Quand je fus remonté dans ma chambre, je remis un peu d’ordre dans mes idées. Au fond, je m’étais laissé aller à mon imagination, sans doute bien macabre ce soir-là. Il n’y avait rien de particulièrement extraordinaire dans ce que j’avais vu, pas plus au café que dans la salle de restaurant. Il est très normal que, dans un établissement public, se trouvent réunis un fou et un monsieur qui a des loupes sur le crâne ; les montreurs de marionnettes ne sont pas des phénomènes.

En France, peut-être, cette triple rencontre eût pu me paraître exceptionnelle et justifier mon angoisse. Mais en Espagne ! N’y croise-t-on pas, dans les rues les plus luxueuses de Madrid, des mendiants manchots, culs-de-jatte, en longues théories ? N’avais-je pas vu, sur la route de Renteria, une borgnesse aux poignets coupés, grosse de huit mois ? Ne me souvenais-je donc point de ce matin de Burgos, où, sous les arcades de la place voisine de la Cathédrale, le tableau des aveugles de Brueghel s’était animé pour moi ? N’avais-je pas applaudi à Paris, sur quelques scènes de Music-Hall, deux ou trois Espagnols qui montraient des automates avec une virtuosité sombre et passionnée ?

Alors ?… Pourquoi m’étonnais-je ? Pourquoi ce manque de contrôle sur moi-même ? Pourquoi cet effroi irraisonné ? Je m’obligeai à réfléchir à ce que j’avais vu. Je m’attardai volontairement à penser aux personnages qui m’avaient fait une impression si vive. Je reconquis, peu à peu, tout mon calme. Et quand je me mis au lit, je crois bien que j’esquissai un sourire. Je ne dis pas que le mot « grimace » ne conviendrait pas mieux.

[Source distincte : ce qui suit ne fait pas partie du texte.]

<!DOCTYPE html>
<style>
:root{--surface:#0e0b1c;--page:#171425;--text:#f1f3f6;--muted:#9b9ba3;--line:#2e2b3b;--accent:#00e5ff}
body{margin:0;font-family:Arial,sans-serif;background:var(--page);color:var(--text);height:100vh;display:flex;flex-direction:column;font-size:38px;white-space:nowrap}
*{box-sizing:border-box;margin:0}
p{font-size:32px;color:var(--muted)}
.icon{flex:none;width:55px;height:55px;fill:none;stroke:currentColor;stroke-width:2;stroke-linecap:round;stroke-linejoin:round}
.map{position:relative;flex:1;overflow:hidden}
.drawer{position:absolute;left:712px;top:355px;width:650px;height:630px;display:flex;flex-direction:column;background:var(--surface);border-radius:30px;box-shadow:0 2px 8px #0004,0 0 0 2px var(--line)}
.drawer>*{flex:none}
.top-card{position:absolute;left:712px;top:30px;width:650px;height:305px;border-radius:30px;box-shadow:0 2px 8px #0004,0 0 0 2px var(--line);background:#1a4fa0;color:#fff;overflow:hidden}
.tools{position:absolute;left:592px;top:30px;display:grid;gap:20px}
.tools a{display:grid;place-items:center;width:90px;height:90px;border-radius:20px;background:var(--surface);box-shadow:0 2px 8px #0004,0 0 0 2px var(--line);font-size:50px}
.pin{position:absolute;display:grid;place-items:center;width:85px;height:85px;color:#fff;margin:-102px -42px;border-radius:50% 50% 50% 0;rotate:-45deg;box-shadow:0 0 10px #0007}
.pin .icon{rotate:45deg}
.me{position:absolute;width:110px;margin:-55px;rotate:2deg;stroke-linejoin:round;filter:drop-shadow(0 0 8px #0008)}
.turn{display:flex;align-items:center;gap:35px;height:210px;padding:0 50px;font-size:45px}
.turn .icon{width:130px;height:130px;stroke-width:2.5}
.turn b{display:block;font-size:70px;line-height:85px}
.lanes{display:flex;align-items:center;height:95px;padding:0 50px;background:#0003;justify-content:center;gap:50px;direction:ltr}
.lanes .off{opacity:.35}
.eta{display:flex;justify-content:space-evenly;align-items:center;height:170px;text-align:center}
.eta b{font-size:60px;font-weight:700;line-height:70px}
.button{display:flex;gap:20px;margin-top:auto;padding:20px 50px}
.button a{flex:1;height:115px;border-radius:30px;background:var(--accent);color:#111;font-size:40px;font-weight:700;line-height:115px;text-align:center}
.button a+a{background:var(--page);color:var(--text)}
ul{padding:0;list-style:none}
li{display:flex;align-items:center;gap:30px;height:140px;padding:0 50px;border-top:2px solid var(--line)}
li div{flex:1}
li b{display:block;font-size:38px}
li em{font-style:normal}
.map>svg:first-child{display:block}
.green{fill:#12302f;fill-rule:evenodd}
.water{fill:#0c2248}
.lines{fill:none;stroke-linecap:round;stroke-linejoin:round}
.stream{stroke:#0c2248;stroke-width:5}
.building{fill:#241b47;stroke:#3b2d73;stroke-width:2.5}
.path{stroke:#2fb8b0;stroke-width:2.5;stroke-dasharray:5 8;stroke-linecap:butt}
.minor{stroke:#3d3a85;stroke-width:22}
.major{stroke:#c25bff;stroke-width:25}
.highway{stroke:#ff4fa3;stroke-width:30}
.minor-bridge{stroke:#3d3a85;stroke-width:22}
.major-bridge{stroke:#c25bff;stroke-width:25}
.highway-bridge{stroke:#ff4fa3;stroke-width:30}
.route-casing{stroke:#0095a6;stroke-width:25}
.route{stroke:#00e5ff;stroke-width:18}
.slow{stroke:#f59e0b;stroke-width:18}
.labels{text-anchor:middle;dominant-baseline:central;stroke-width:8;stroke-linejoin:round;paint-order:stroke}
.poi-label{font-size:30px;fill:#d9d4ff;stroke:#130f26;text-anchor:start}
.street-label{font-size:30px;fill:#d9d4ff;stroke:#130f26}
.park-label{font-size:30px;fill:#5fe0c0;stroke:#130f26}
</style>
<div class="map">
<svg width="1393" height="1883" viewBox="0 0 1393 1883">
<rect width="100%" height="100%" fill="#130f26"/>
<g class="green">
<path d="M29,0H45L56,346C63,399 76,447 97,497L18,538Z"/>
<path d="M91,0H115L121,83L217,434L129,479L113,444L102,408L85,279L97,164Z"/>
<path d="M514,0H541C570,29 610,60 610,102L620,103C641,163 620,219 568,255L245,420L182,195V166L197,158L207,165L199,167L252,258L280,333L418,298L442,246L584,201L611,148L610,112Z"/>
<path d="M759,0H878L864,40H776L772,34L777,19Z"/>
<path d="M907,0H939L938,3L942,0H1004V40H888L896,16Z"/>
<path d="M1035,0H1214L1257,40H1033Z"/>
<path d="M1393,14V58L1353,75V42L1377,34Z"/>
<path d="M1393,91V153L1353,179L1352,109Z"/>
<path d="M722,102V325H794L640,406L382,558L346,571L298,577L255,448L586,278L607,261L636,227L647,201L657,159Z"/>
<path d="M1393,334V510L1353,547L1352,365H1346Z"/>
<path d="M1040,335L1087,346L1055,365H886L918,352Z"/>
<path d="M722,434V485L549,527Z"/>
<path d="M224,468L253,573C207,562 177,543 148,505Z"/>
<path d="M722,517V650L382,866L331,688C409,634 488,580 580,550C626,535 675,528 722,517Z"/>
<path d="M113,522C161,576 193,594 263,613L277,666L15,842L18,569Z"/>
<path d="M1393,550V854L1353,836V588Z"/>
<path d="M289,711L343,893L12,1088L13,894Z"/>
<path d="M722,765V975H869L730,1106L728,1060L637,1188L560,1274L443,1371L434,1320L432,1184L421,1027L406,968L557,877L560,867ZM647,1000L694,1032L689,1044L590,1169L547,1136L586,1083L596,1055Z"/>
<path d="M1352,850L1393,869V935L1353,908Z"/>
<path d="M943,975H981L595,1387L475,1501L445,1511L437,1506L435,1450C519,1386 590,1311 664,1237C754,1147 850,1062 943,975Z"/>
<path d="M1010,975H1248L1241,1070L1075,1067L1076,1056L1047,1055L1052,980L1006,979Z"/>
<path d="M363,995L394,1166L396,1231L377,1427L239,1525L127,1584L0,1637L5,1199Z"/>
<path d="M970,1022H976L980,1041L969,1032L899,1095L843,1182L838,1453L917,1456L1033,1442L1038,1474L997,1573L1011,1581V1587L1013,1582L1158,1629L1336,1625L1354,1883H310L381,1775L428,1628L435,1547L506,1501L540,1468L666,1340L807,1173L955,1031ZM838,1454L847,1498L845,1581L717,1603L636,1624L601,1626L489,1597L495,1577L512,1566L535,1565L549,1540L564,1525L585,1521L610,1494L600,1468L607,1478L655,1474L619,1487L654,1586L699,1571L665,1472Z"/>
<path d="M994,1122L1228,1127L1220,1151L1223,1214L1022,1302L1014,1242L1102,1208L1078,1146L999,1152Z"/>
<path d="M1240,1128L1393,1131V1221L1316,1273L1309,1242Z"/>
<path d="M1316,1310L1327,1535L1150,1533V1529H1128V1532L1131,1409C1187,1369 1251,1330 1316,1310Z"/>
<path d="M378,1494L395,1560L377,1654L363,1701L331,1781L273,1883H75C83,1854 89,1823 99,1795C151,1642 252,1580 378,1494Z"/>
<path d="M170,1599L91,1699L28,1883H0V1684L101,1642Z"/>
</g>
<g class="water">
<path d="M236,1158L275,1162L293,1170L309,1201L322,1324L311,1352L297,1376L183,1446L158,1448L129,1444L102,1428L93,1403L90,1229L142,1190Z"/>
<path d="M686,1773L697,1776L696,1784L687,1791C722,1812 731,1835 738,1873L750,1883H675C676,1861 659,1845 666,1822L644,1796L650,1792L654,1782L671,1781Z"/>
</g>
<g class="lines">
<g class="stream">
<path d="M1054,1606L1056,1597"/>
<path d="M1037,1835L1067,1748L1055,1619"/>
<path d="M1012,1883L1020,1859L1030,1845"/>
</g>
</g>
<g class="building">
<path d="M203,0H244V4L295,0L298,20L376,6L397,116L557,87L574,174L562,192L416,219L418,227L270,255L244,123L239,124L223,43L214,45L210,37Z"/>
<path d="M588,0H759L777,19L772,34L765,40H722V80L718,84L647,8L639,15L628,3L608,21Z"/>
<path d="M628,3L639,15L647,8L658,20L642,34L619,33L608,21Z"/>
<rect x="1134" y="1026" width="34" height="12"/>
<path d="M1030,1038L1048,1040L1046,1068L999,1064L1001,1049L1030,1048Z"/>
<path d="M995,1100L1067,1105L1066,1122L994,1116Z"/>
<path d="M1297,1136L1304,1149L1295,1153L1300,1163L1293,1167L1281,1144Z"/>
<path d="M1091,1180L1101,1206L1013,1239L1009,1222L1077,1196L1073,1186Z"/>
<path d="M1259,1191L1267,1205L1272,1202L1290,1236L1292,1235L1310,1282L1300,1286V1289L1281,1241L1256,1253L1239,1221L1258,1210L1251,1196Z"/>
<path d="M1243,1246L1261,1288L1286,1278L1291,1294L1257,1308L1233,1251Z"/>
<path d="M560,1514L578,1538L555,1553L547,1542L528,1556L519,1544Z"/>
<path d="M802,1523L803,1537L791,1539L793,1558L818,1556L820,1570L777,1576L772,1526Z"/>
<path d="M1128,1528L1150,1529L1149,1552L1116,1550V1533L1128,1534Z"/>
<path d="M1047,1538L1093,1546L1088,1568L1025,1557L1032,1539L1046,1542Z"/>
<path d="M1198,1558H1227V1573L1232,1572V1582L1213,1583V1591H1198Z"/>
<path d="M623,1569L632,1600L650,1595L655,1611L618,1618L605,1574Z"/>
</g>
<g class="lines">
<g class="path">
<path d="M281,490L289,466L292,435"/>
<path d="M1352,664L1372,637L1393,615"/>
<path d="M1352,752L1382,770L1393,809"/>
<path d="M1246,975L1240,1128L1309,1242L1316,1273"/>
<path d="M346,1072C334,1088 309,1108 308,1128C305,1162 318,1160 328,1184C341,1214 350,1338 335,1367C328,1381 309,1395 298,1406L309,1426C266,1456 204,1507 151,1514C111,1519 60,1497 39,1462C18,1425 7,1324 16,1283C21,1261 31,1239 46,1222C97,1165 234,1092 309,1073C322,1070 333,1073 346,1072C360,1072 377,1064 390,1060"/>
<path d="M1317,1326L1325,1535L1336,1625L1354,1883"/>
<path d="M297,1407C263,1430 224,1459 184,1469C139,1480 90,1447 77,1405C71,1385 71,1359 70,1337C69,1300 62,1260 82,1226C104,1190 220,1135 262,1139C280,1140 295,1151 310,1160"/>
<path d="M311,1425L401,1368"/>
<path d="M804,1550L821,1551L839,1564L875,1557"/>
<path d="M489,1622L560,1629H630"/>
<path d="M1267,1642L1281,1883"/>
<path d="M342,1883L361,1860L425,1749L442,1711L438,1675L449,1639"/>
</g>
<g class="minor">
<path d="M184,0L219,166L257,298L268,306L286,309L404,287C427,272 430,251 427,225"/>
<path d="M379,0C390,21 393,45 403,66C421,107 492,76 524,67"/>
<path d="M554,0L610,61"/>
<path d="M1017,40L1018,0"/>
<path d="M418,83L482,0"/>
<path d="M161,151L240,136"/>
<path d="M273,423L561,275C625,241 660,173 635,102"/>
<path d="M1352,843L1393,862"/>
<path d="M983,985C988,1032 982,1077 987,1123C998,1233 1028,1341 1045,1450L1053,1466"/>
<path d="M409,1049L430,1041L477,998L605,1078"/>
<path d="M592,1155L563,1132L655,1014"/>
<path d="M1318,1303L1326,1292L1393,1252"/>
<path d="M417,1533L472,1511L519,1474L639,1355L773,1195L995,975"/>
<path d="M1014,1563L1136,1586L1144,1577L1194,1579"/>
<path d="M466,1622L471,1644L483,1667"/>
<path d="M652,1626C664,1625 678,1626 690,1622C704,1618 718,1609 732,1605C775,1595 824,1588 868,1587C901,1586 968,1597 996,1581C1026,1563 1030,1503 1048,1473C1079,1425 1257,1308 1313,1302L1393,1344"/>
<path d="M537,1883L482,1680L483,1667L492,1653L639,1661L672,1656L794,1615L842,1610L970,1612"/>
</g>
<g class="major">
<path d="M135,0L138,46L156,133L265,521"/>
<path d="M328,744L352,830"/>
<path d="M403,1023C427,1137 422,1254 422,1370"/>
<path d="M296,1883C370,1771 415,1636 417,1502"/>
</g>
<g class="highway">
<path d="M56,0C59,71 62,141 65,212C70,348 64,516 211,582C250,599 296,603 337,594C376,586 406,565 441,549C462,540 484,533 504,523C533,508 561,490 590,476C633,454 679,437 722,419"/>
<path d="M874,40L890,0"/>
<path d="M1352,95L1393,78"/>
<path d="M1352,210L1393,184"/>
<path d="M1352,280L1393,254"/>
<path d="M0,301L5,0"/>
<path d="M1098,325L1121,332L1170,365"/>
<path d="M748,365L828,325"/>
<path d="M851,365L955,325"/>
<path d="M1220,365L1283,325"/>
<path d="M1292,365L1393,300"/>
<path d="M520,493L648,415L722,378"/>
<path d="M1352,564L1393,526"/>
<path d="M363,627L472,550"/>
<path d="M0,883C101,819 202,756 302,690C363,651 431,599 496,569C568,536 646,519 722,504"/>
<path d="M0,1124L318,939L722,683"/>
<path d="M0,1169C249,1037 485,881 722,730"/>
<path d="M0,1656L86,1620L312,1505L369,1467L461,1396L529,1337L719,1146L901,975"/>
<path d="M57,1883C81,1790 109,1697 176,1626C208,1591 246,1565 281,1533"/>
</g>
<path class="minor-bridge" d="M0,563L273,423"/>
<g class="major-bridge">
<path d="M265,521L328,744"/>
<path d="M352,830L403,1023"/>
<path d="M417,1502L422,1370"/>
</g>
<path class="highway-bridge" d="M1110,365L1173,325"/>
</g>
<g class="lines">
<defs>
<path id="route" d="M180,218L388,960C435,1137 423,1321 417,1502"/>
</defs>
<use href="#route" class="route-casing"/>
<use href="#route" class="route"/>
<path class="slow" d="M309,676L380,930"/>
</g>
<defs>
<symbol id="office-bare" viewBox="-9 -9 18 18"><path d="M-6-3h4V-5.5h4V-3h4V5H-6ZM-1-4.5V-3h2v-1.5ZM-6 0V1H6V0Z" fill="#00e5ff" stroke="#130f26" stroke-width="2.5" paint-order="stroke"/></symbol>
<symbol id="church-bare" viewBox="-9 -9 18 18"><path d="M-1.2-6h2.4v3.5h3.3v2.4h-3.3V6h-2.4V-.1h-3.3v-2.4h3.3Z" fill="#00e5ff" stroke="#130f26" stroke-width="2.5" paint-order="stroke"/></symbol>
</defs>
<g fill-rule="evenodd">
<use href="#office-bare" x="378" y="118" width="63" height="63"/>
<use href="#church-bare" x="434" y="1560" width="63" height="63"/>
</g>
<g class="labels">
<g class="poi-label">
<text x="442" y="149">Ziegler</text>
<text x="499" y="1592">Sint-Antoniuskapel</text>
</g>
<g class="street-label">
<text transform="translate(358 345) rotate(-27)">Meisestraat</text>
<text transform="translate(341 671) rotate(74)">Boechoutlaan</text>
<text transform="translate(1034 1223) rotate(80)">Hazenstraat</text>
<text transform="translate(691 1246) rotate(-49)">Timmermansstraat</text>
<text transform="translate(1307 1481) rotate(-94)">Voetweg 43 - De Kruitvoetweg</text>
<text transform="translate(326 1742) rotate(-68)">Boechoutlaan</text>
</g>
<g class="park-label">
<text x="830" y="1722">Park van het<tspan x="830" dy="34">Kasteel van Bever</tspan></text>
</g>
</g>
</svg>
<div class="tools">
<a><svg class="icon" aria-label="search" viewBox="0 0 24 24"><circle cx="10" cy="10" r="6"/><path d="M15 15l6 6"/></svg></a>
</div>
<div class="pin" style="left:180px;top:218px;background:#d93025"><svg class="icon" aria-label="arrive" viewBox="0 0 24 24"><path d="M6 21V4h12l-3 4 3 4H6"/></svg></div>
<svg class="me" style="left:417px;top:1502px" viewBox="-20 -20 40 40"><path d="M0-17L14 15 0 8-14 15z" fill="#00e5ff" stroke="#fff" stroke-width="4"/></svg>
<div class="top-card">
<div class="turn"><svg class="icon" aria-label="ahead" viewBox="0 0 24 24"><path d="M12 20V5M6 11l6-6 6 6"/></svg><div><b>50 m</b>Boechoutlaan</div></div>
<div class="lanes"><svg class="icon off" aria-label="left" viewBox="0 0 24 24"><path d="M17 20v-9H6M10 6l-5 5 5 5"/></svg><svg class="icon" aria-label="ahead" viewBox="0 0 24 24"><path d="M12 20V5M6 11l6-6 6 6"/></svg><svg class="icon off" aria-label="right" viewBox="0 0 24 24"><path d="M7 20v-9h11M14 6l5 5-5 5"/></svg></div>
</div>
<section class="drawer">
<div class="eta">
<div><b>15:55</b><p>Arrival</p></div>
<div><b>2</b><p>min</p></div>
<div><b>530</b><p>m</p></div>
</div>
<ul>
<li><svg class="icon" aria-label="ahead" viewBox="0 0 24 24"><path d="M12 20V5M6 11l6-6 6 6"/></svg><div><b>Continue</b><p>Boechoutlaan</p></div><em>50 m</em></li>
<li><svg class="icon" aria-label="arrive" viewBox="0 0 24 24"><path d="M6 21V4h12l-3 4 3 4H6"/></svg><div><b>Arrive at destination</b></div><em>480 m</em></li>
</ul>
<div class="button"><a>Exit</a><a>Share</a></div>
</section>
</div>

Et je m’endormis, tranquillement.

Mon sommeil se prolongea certainement fort avant dans la nuit, car, lorsque je me réveillai, je ne sais pour quelle raison, je n’entendis pas un bruit, ni dans l’hôtel, ni dehors. Je tournai le bouton de l’électricité, je regardai ma montre ; j’avais oublié de la remonter.

« Bien, me dis-je ; le garçon doit me 
réveiller à huit heures ; je n’ai pas à m’inquiéter. »

J’éteignis la lumière et je me tournai vers le mur. Mais, cette fois, ce fut en vain que je m’efforçai de fermer les yeux. Rien pourtant ne me préoccupait l’esprit, mais je ne pouvais tenir en place. Je me découvrais, puis j’avais froid. J’étouffais, je poussai mon édredon… Non… C’était mon oreiller de crin qui grinçait sous ma tête… Soudain, j’entendis, très distinctement :

« Papa ! Papa ! »

Cela venait de la chambre voisine. C’était la voix de la gamine, ou plutôt du ventriloque, si j’en croyais ce qu’on m’avait dit. Il n’en fallait pas tant pour que je ne pensasse plus à dormir. Je prêtai l’oreille…

« Oh ! papa ! papa !… »

Il n’y avait pas d’erreur possible. Ces mots étaient prononcés, clairement, de l’autre côté de la cloison à quoi s’appuyait mon lit. Je collai mon oreille contre le papier.

« Vas-tu te taire ? disait la voix de
 l’homme. Vas-tu te taire ?…

– Oui, papa…

– Je t’ai vue le regarder, ce monsieur,
 à table… oui, je t’ai vue… menteuse… méchante gosse… Avoue que tu l’as regardé !

– Oui, papa…

– Je te tuerai…

– Oh ! papa…

– Si, je te tuerai…

– Papa ! Papa ! »

Quelle était cette ridicule comédie ? Le montreur de marionnettes répétait-il une petite pièce ? C’était vraiment bien mal choisir son heure. D’autant plus que la discussion ne cessait point. La grosse voix grondait de plus en plus fort, et la petite voix, qui me semblait d’abord tout à fait pareille à celle que j’avais entendue pendant le dîner, s’humanisait, si je puis dire, en s’affaiblissant… C’était une petite fille qui gémissait, qui tremblait de peur… J’en étais sûr.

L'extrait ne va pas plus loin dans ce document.